L.C.- ¿Con lo que les había pasado...?
A.T.- ¿Y qué podíamos hacer...? Mi madre quiso que fuéramos a darles las gracias a aquellos señores con camisa azul, porque si no lo hacíamos iban a tomar represalias. Aunque nos carcomiera la pena, teníamos que disimularla. Nos querían agradecidos.
L.C.- ¿Qué recuerdo le queda, a usted, de su padre?
A.T.- Su interés para que hiciera los deberes. Se esforzaba por ayudarme.
L.C.-...
A.T.- También recuerdo el traje gris a rayas blancas que llevaba cuando lo detuvieron. Y guardo sus cartas...
L.C.- ¿Qué cartas?
A.T.- Las que nos escribía de Can Mir. Pero no puedo leerlas, porque la pena me lo impide. Ni ahora que soy anciano y todo aquello me queda muy lejos... Lo intento y no puedo. Los ojos se me llenan de lágrimas.
L.C.- Lo acaba de decir: todo queda lejano.
A.T.- Todo menos los sentimientos. ¡He callado tanto y tanto...!
L.C.- Pero usted perdió el miedo.
A.T.- Y además sé cómo. Cuando tuve que jurar bandera apreté los labios y no la besé. Me dije: esta no es mi bandera. Y un acto tan insignificante, me liberó de miedos y de complejos.

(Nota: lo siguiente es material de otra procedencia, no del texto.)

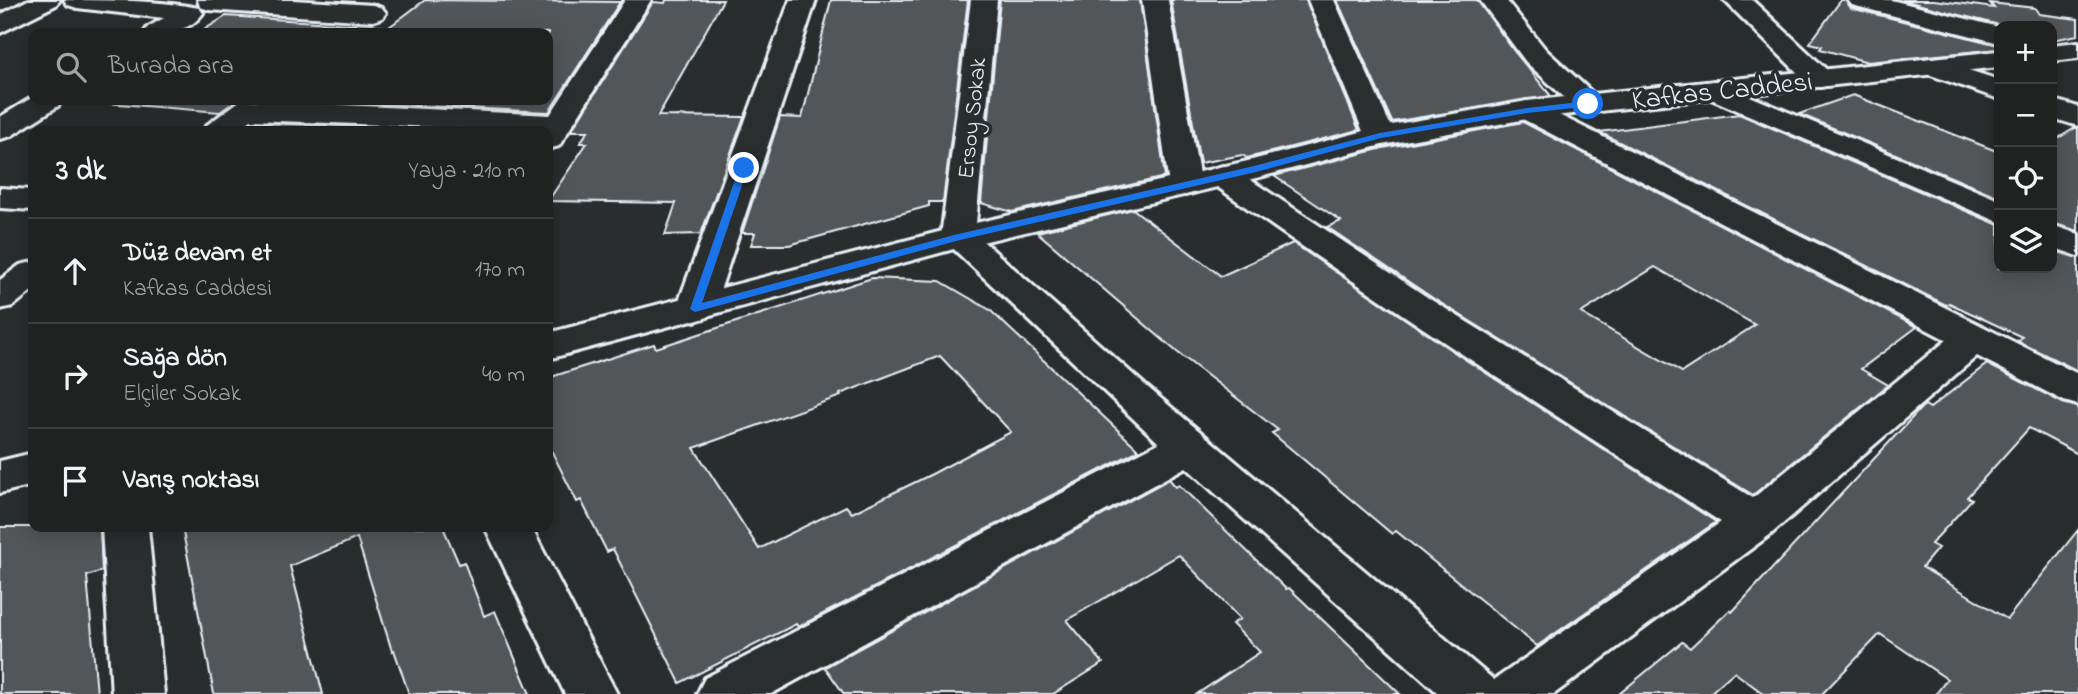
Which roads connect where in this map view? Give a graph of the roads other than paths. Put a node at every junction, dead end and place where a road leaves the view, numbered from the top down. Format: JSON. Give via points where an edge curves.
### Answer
{"nodes":[{"id":1,"x":47,"y":0,"type":"edge"},
{"id":2,"x":77,"y":0,"type":"edge"},
{"id":3,"x":638,"y":0,"type":"edge"},
{"id":4,"x":803,"y":0,"type":"edge"},
{"id":5,"x":984,"y":0,"type":"edge"},
{"id":6,"x":1155,"y":0,"type":"edge"},
{"id":7,"x":1321,"y":0,"type":"edge"},
{"id":8,"x":1493,"y":0,"type":"edge"},
{"id":9,"x":1737,"y":0,"type":"edge"},
{"id":10,"x":1867,"y":1,"type":"edge"},
{"id":11,"x":204,"y":5,"type":"edge"},
{"id":12,"x":383,"y":6,"type":"edge"},
{"id":13,"x":0,"y":25,"type":"edge"},
{"id":14,"x":165,"y":28,"type":"edge"},
{"id":15,"x":353,"y":28,"type":"edge"},
{"id":16,"x":1994,"y":34,"type":"edge"},
{"id":17,"x":1994,"y":60,"type":"edge"},
{"id":18,"x":1932,"y":66,"type":"junction"},
{"id":19,"x":1820,"y":79,"type":"junction"},
{"id":20,"x":1994,"y":88,"type":"edge"},
{"id":21,"x":1714,"y":90,"type":"junction"},
{"id":22,"x":1588,"y":104,"type":"junction"},
{"id":23,"x":40,"y":105,"type":"edge"},
{"id":24,"x":252,"y":105,"type":"edge"},
{"id":25,"x":1527,"y":110,"type":"junction"},
{"id":26,"x":2057,"y":110,"type":"edge"},
{"id":27,"x":2078,"y":117,"type":"edge"},
{"id":28,"x":225,"y":126,"type":"edge"},
{"id":29,"x":486,"y":126,"type":"edge"},
{"id":30,"x":0,"y":130,"type":"edge"},
{"id":31,"x":553,"y":132,"type":"edge"},
{"id":32,"x":1380,"y":136,"type":"junction"},
{"id":33,"x":1223,"y":176,"type":"junction"},
{"id":34,"x":1185,"y":185,"type":"junction"},
{"id":35,"x":0,"y":198,"type":"edge"},
{"id":36,"x":28,"y":200,"type":"edge"},
{"id":37,"x":1994,"y":210,"type":"edge"},
{"id":38,"x":958,"y":237,"type":"junction"},
{"id":39,"x":2057,"y":237,"type":"edge"},
{"id":40,"x":2078,"y":246,"type":"edge"},
{"id":41,"x":28,"y":277,"type":"edge"},
{"id":42,"x":0,"y":298,"type":"edge"},
{"id":43,"x":695,"y":309,"type":"junction"},
{"id":44,"x":1973,"y":339,"type":"junction"},
{"id":45,"x":553,"y":345,"type":"edge"},
{"id":46,"x":2078,"y":391,"type":"edge"},
{"id":47,"x":1189,"y":446,"type":"junction"},
{"id":48,"x":28,"y":470,"type":"edge"},
{"id":49,"x":0,"y":477,"type":"edge"},
{"id":50,"x":1755,"y":522,"type":"junction"},
{"id":51,"x":125,"y":532,"type":"edge"},
{"id":52,"x":510,"y":532,"type":"edge"},
{"id":53,"x":138,"y":694,"type":"edge"},
{"id":54,"x":591,"y":694,"type":"edge"},
{"id":55,"x":723,"y":694,"type":"edge"},
{"id":56,"x":1475,"y":694,"type":"edge"},
{"id":57,"x":1514,"y":694,"type":"edge"}],
"edges":[{"from":1,"to":13,"type":"street"},
{"from":2,"to":11,"type":"street"},
{"from":3,"to":31,"type":"street"},
{"from":4,"to":43,"type":"street"},
{"from":5,"to":38,"type":"street","name":"Ersoy Sokak"},
{"from":6,"to":34,"type":"street"},
{"from":7,"to":32,"type":"street"},
{"from":8,"to":22,"type":"street","via":[[1536,56]]},
{"from":9,"to":19,"type":"street"},
{"from":10,"to":16,"type":"street"},
{"from":11,"to":12,"type":"street"},
{"from":11,"to":14,"type":"street"},
{"from":12,"to":15,"type":"street"},
{"from":17,"to":18,"type":"street","name":"Kafkas Caddesi"},
{"from":18,"to":19,"type":"street","name":"Kafkas Caddesi"},
{"from":18,"to":20,"type":"street"},
{"from":19,"to":21,"type":"street","name":"Kafkas Caddesi"},
{"from":21,"to":22,"type":"street","name":"Kafkas Caddesi"},
{"from":21,"to":37,"type":"street"},
{"from":22,"to":25,"type":"street","name":"Kafkas Caddesi"},
{"from":23,"to":30,"type":"street"},
{"from":24,"to":28,"type":"street"},
{"from":24,"to":29,"type":"street"},
{"from":25,"to":32,"type":"street","name":"Kafkas Caddesi"},
{"from":25,"to":44,"type":"street"},
{"from":26,"to":27,"type":"street"},
{"from":32,"to":33,"type":"street","name":"Kafkas Caddesi"},
{"from":33,"to":34,"type":"street","name":"Kafkas Caddesi"},
{"from":33,"to":50,"type":"street","via":[[1303,233]]},
{"from":34,"to":38,"type":"street","name":"Kafkas Caddesi"},
{"from":35,"to":36,"type":"street"},
{"from":38,"to":43,"type":"street","name":"Kafkas Caddesi"},
{"from":38,"to":47,"type":"street"},
{"from":39,"to":40,"type":"street"},
{"from":41,"to":42,"type":"street"},
{"from":43,"to":45,"type":"street","name":"Kafkas Caddesi"},
{"from":44,"to":46,"type":"street"},
{"from":44,"to":50,"type":"street"},
{"from":47,"to":55,"type":"street"},
{"from":47,"to":56,"type":"street"},
{"from":48,"to":49,"type":"street"},
{"from":50,"to":57,"type":"street"},
{"from":51,"to":53,"type":"street"},
{"from":52,"to":54,"type":"street"}]}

El Ministerio de Trabajo ha puesto en venta el solar de la Casa del Poble. No debería, pues es propiedad moral de los obreros. Antoni Tomàs recuerda la bomba que Falange hizo explotar en una de las ventanas. Fue el cuatro de junio del treinta y seis y la policía detuvo a Guillermo Meyer y a Francesc Bosch. Se ha dicho que el artefacto fue fabricado por Canuto Boloqui, un militar retirado por la Ley Azaña que había trabajado en la fábrica de armas de La Vega, en Oviedo. Fue su debut como terrorista, aunque el triunfo de sus ideales después de un golpe de Estado y una guerra de tres años que se saldó con un millón de muertos, le abocaron a una vida de burgués de camisa blanca y corbata. Ocupó diversos cargos en la Administración y se retiró de la vida laboral como delegado provincial del Ministerio de la Vivienda. Entre los suyos tuvo fama de hombre duro y dogmático. Le conocí, ya anciano, en la residencia Sa Nostra de General Riera. Suárez acababa de legalizar el Partido Comunista. Se lo comenté para tirarle de la lengua y conseguí sacarle de sus casillas. Dando voces dijo que a Suárez iban a fusilarle. Y a mí intentó tirarme una silla por la cabeza. Fue en abril del setenta y siete, después del llamado Sábado Santo Rojo. Pese a los muchos años de vida sedentaria, es evidente que el anciano Canuto Boloqui no había olvidado sus comienzos.